Landmark coordinate records:
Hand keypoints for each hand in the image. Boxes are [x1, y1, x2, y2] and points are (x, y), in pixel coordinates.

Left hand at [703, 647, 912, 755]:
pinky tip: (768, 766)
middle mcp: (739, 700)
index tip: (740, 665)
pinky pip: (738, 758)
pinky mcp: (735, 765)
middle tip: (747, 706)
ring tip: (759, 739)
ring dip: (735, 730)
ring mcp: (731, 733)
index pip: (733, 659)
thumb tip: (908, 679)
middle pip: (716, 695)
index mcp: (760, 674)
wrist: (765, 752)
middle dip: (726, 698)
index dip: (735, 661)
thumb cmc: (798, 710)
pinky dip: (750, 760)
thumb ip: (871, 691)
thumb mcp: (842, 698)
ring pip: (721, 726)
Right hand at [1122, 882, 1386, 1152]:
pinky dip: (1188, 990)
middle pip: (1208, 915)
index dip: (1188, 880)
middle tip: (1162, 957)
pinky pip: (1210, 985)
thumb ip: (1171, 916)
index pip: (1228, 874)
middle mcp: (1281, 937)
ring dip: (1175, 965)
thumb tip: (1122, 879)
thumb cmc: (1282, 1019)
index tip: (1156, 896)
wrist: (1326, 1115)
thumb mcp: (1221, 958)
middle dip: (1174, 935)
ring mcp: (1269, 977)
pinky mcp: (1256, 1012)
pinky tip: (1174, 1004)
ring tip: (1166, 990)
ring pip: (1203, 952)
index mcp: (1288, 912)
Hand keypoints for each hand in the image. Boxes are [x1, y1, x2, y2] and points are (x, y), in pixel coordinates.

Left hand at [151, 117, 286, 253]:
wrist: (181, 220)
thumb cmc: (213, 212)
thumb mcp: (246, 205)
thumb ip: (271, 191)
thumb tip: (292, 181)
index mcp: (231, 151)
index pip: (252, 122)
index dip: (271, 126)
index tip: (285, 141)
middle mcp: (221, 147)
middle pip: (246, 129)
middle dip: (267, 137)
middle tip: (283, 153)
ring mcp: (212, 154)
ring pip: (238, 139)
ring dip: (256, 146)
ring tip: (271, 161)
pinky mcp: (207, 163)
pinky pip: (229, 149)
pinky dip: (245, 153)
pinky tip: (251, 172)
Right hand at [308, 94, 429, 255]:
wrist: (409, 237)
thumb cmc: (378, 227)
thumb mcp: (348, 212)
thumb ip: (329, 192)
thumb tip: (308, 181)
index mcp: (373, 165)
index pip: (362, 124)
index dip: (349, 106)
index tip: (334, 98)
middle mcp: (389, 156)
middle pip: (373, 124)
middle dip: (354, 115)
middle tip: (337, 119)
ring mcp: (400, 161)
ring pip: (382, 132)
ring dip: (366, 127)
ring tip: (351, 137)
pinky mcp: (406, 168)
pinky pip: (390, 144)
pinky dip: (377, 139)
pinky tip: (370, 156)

DIRECTIONS: The records are given above. Copy each line in them that holds "hand".

TASK OUTPUT:
Hand keypoints for each hand in the image. Boxes are [x1, y1, x2, y2] and points are (x, y), in pixel coordinates.
Left hand at [703, 647, 912, 755]:
Right hand at [1122, 882, 1386, 1152]:
Hand keypoints for each hand in the image. Boxes are [x1, y1, x2, y2] and points are (x, y), in pixel coordinates.
Left hand at [151, 117, 286, 253]:
Right hand at [308, 94, 429, 255]:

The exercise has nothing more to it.